Le mercredi 21 février, le Gouvernement a dévoilé le projet de loi « asile, immigration et intégration ». L’enjeu est fort. Depuis 2015 la France fait face à un afflux migratoire considérable, du fait de la multiplication de zones instables dans le monde, notamment en Syrie et au Sahel (entre 2013 et 2017 le nombre de demandes d’asile est notamment passé de 63 000 à 100 000 par an).

Face à cette situation, une refonte globale de notre politique migratoire était indispensable car d’une part, nous accueillons mal ceux à qui nous devons la protection et d’autre part, nous n’arrivons pas à reconduire à la frontière ceux qui n’ont pas vocation à rester sur notre territoire.

Des premiers pas significatifs ont d’ores et déjà été faits dans ce sens depuis 9 mois.

  • Sur le plan national : réduction du délai de traitement des demandes d’asile, augmentation de 14% des éloignements, adoption dans le budget 2018 du principe de construction de 7500 places d’hébergement en 2018 et 2019.
  • Sur le plan international : lutte contre les filières de passeurs (300 filières démantelées en 2017) ; hausse de l’aide au développement dans les pays de départ ; missions au Tchad et au Niger, en lien avec le Haut-Commissariat aux réfugiés des Nations Unies, pour rapatrier en France les personnes ayant le plus besoin de protection.

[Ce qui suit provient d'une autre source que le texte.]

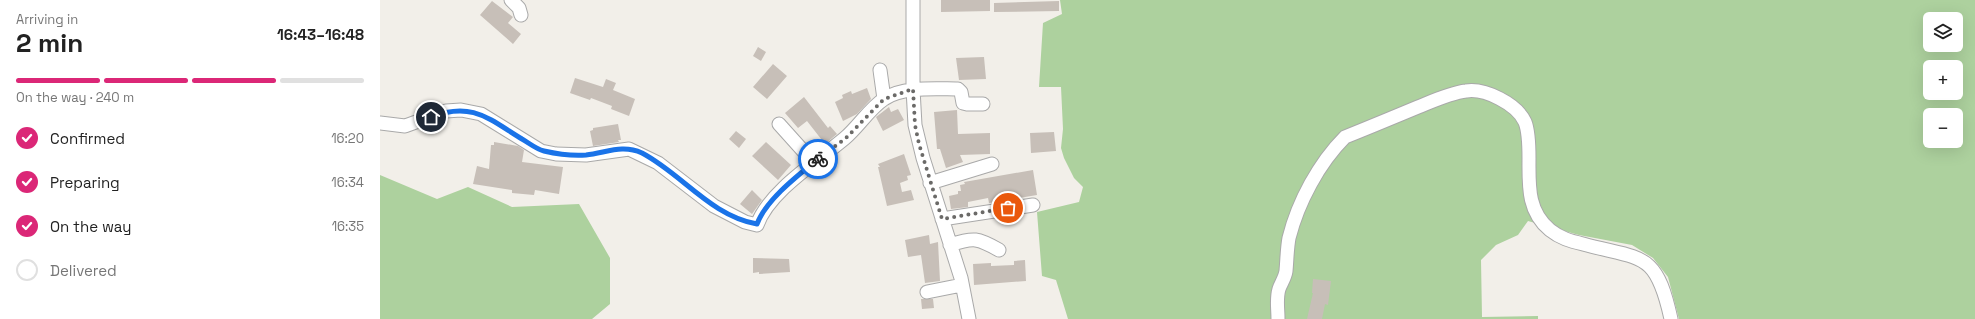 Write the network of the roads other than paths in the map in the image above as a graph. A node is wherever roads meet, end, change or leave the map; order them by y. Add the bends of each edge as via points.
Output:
1 (511, 0) edge
2 (913, 0) edge
3 (521, 15) dead end
4 (880, 70) dead end
5 (913, 89) junction
6 (884, 99) junction
7 (983, 104) dead end
8 (380, 122) edge
9 (779, 124) dead end
10 (814, 163) junction
11 (992, 164) dead end
12 (930, 183) junction
13 (1033, 204) dead end
14 (942, 219) junction
15 (950, 245) junction
16 (999, 250) dead end
17 (962, 285) junction
18 (927, 292) dead end
19 (969, 319) edge
20 (1278, 319) edge
21 (1671, 319) edge

1 - 3 street via 519,8
2 - 5 street
4 - 6 street
5 - 6 street
5 - 7 street via 958,88 963,102
5 - 12 street via 915,125
6 - 10 street via 846,138
8 - 10 street via 405,126 446,111 461,110 481,114 541,151 586,155 629,148 658,163 714,206 745,222 757,224 761,214 792,180
9 - 10 street
11 - 12 street
12 - 14 street
13 - 14 street
14 - 15 street
15 - 16 street via 967,240 982,240
15 - 17 street
17 - 18 street
17 - 19 street
20 - 21 street via 1277,304 1286,272 1290,236 1302,201 1334,148 1345,137 1445,96 1467,90 1483,91 1496,97 1511,106 1525,122 1529,148 1529,193 1539,219 1565,240 1623,252 1648,264 1667,298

Le texte présenté ce jour poursuit dans cette direction en se structurant autour de 3 axes :

1. Accélérer le traitement des demandes d’asile, en visant des délais de 6 mois ;
2. Renforcer nos moyens d’action pour lutter contre l’immigration irrégulière, en rendant la politique d’éloignement plus efficace ;
3. Améliorer l’accueil et l’intégration des étrangers en situation régulière car nous devons proposer un avenir à ceux qui ont vocation à s’installer durablement dans notre pays.

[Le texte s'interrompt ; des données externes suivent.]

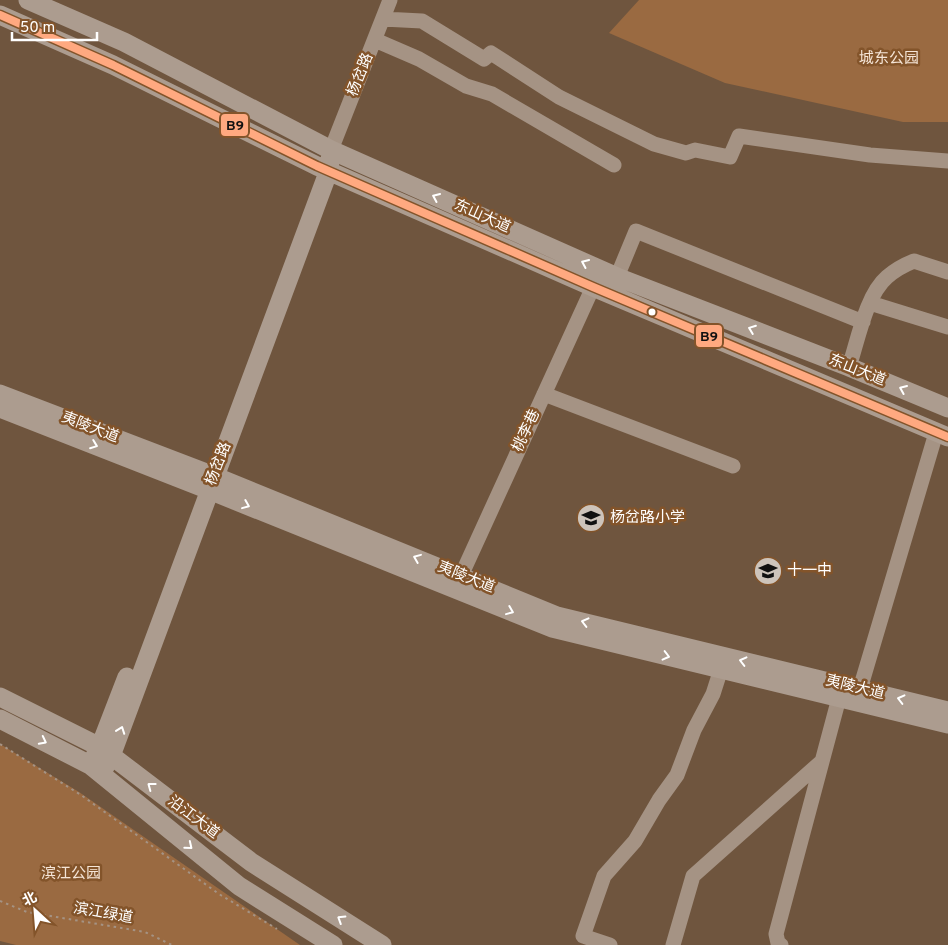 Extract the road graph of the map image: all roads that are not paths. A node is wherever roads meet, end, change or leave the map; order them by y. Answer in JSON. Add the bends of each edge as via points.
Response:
{"nodes":[{"id":1,"x":28,"y":0,"type":"edge"},
{"id":2,"x":390,"y":0,"type":"edge"},
{"id":3,"x":0,"y":15,"type":"edge"},
{"id":4,"x":383,"y":19,"type":"junction"},
{"id":5,"x":375,"y":40,"type":"junction"},
{"id":6,"x":331,"y":150,"type":"junction"},
{"id":7,"x":948,"y":161,"type":"edge"},
{"id":8,"x":614,"y":164,"type":"dead end"},
{"id":9,"x":323,"y":168,"type":"junction"},
{"id":10,"x":948,"y":272,"type":"edge"},
{"id":11,"x":617,"y":277,"type":"junction"},
{"id":12,"x":593,"y":287,"type":"junction"},
{"id":13,"x":870,"y":303,"type":"junction"},
{"id":14,"x":863,"y":322,"type":"junction"},
{"id":15,"x":948,"y":327,"type":"edge"},
{"id":16,"x":849,"y":367,"type":"junction"},
{"id":17,"x":0,"y":394,"type":"edge"},
{"id":18,"x":544,"y":394,"type":"junction"},
{"id":19,"x":0,"y":408,"type":"edge"},
{"id":20,"x":948,"y":408,"type":"edge"},
{"id":21,"x":942,"y":435,"type":"edge"},
{"id":22,"x":732,"y":466,"type":"dead end"},
{"id":23,"x":207,"y":481,"type":"junction"},
{"id":24,"x":461,"y":576,"type":"junction"},
{"id":25,"x":721,"y":669,"type":"junction"},
{"id":26,"x":860,"y":689,"type":"junction"},
{"id":27,"x":0,"y":697,"type":"edge"},
{"id":28,"x":838,"y":698,"type":"junction"},
{"id":29,"x":948,"y":711,"type":"edge"},
{"id":30,"x":0,"y":719,"type":"edge"},
{"id":31,"x":948,"y":724,"type":"edge"},
{"id":32,"x":106,"y":751,"type":"junction"},
{"id":33,"x":822,"y":762,"type":"junction"},
{"id":34,"x":95,"y":770,"type":"junction"},
{"id":35,"x":333,"y":945,"type":"edge"},
{"id":36,"x":382,"y":945,"type":"edge"},
{"id":37,"x":610,"y":945,"type":"edge"},
{"id":38,"x":673,"y":945,"type":"edge"},
{"id":39,"x":781,"y":945,"type":"edge"}],
"edges":[{"from":1,"to":6,"type":"main road","name":"东山大道","via":[[124,42]]},
{"from":2,"to":4,"type":"street","name":"杨岔路"},
{"from":3,"to":9,"type":"main road","name":"东山大道","via":[[113,65]]},
{"from":4,"to":5,"type":"street","name":"杨岔路"},
{"from":4,"to":7,"type":"street","via":[[422,21],[484,59],[491,53],[559,97],[654,144],[730,157],[738,136],[870,156]]},
{"from":5,"to":6,"type":"street","name":"杨岔路"},
{"from":5,"to":8,"type":"street","via":[[419,59],[466,86],[492,94]]},
{"from":6,"to":9,"type":"main road","name":"杨岔路"},
{"from":11,"to":6,"type":"main road","name":"东山大道","one_way":true},
{"from":9,"to":12,"type":"main road","name":"东山大道"},
{"from":9,"to":23,"type":"main road","name":"杨岔路"},
{"from":10,"to":13,"type":"street","via":[[914,261],[901,266],[874,292]]},
{"from":11,"to":14,"type":"street","via":[[636,231]]},
{"from":16,"to":11,"type":"main road","name":"东山大道","one_way":true},
{"from":12,"to":18,"type":"street","name":"桃李巷"},
{"from":12,"to":21,"type":"main road","name":"东山大道"},
{"from":13,"to":14,"type":"street"},
{"from":13,"to":15,"type":"street"},
{"from":14,"to":16,"type":"street"},
{"from":20,"to":16,"type":"main road","name":"东山大道","one_way":true},
{"from":17,"to":23,"type":"main road","name":"夷陵大道"},
{"from":18,"to":22,"type":"street"},
{"from":18,"to":24,"type":"street","name":"桃李巷"},
{"from":19,"to":23,"type":"main road","name":"夷陵大道","one_way":true},
{"from":21,"to":26,"type":"street"},
{"from":24,"to":23,"type":"main road","name":"夷陵大道","one_way":true},
{"from":23,"to":25,"type":"main road","name":"夷陵大道","one_way":true,"via":[[552,628]]},
{"from":23,"to":32,"type":"main road","name":"杨岔路"},
{"from":26,"to":24,"type":"main road","name":"夷陵大道","one_way":true,"via":[[556,616]]},
{"from":25,"to":28,"type":"main road","name":"夷陵大道"},
{"from":25,"to":37,"type":"street","via":[[678,775],[635,841],[604,876],[583,936]]},
{"from":29,"to":26,"type":"main road","name":"夷陵大道","one_way":true},
{"from":27,"to":32,"type":"main road","name":"沿江大道"},
{"from":28,"to":31,"type":"main road","name":"夷陵大道"},
{"from":28,"to":33,"type":"street"},
{"from":30,"to":34,"type":"main road","name":"沿江大道","one_way":true},
{"from":32,"to":34,"type":"main road","name":"杨岔路"},
{"from":36,"to":32,"type":"main road","name":"沿江大道","one_way":true,"via":[[251,862]]},
{"from":33,"to":38,"type":"street","via":[[693,876]]},
{"from":33,"to":39,"type":"street","via":[[776,934]]},
{"from":34,"to":35,"type":"main road","name":"沿江大道","one_way":true,"via":[[239,886]]}]}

L’ensemble de ces mesures respectent les valeurs d’humanité et d’efficacité qui sont celles du Gouvernement et de La République En Marche ! Le projet de loi est un texte équilibré qui nous permettra de mieux intégrer ceux qui ont vocation à demeurer sur le territoire français, en doublant notamment le nombre d’heures de cours de français dispensé et en permettant aux demandeurs d’asile de travailler six mois après le dépôt de leur demande (contre neuf mois aujourd’hui).

De mon côté, je vais poursuivre les rencontres en vue de mieux appréhender l’examen du texte à l’Assemblée nationale en avril prochain. Début février, j’ai passé une demi-journée complète au sein du bureau de l’immigration et de l’intégration à la préfecture ; dans les prochains jours, je rencontrerai des associations rouennaises et j’irai visiter le Centre de rétention administrative d’Oissel. Discuter, échanger, convaincre que ce texte est loin des caricatures dont certains veulent l’affubler.